## Your task
Without the images, write out all of the following entries exactly.

[Opening Raw data section]

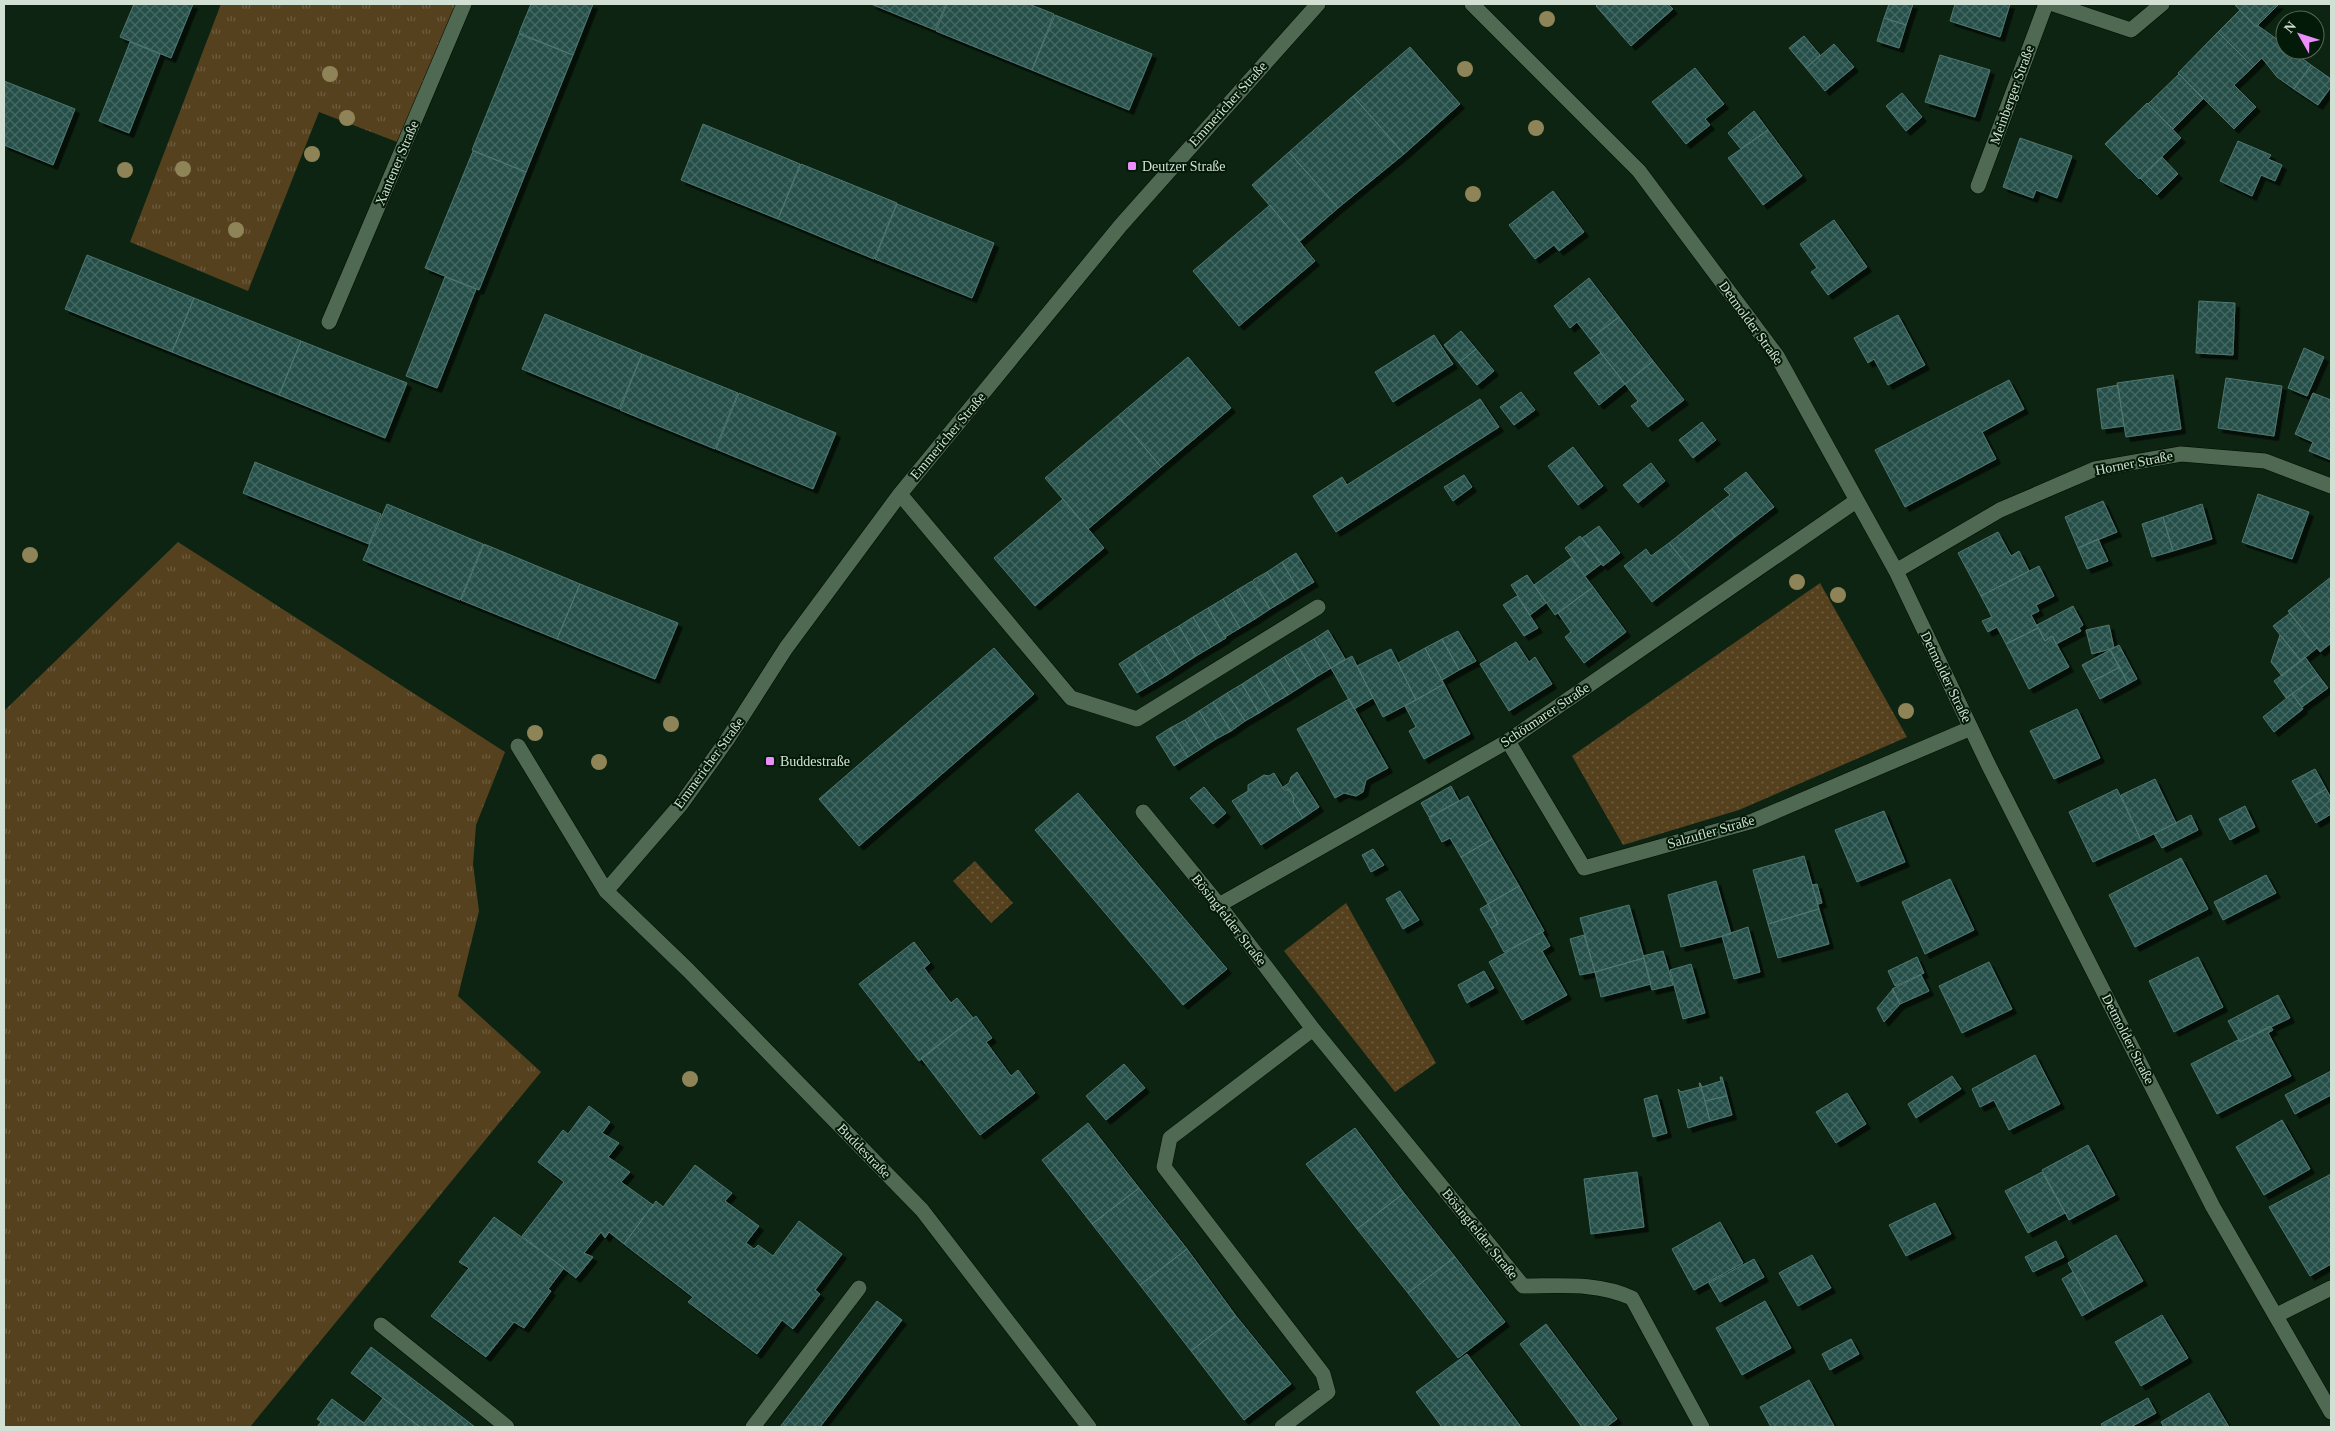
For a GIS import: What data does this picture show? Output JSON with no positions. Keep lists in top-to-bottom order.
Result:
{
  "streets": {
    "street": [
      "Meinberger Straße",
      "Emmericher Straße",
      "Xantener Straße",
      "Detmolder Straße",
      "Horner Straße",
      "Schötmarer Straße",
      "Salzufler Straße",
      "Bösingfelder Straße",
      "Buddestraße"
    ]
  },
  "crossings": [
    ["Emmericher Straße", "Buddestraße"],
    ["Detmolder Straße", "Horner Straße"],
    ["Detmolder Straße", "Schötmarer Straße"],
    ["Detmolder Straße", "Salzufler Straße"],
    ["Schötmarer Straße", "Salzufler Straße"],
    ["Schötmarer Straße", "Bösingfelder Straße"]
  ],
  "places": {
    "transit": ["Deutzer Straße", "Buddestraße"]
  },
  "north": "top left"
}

[Closing Raw data section]

## Solution for this task
For a GIS import: What data does this picture show? Output JSON with no positions. Keep lists in top-to-bottom order.
Result:
{
  "streets": {
    "street": [
      "Meinberger Straße",
      "Emmericher Straße",
      "Xantener Straße",
      "Detmolder Straße",
      "Horner Straße",
      "Schötmarer Straße",
      "Salzufler Straße",
      "Bösingfelder Straße",
      "Buddestraße"
    ]
  },
  "crossings": [
    ["Emmericher Straße", "Buddestraße"],
    ["Detmolder Straße", "Horner Straße"],
    ["Detmolder Straße", "Schötmarer Straße"],
    ["Detmolder Straße", "Salzufler Straße"],
    ["Schötmarer Straße", "Salzufler Straße"],
    ["Schötmarer Straße", "Bösingfelder Straße"]
  ],
  "places": {
    "transit": ["Deutzer Straße", "Buddestraße"]
  },
  "north": "top left"
}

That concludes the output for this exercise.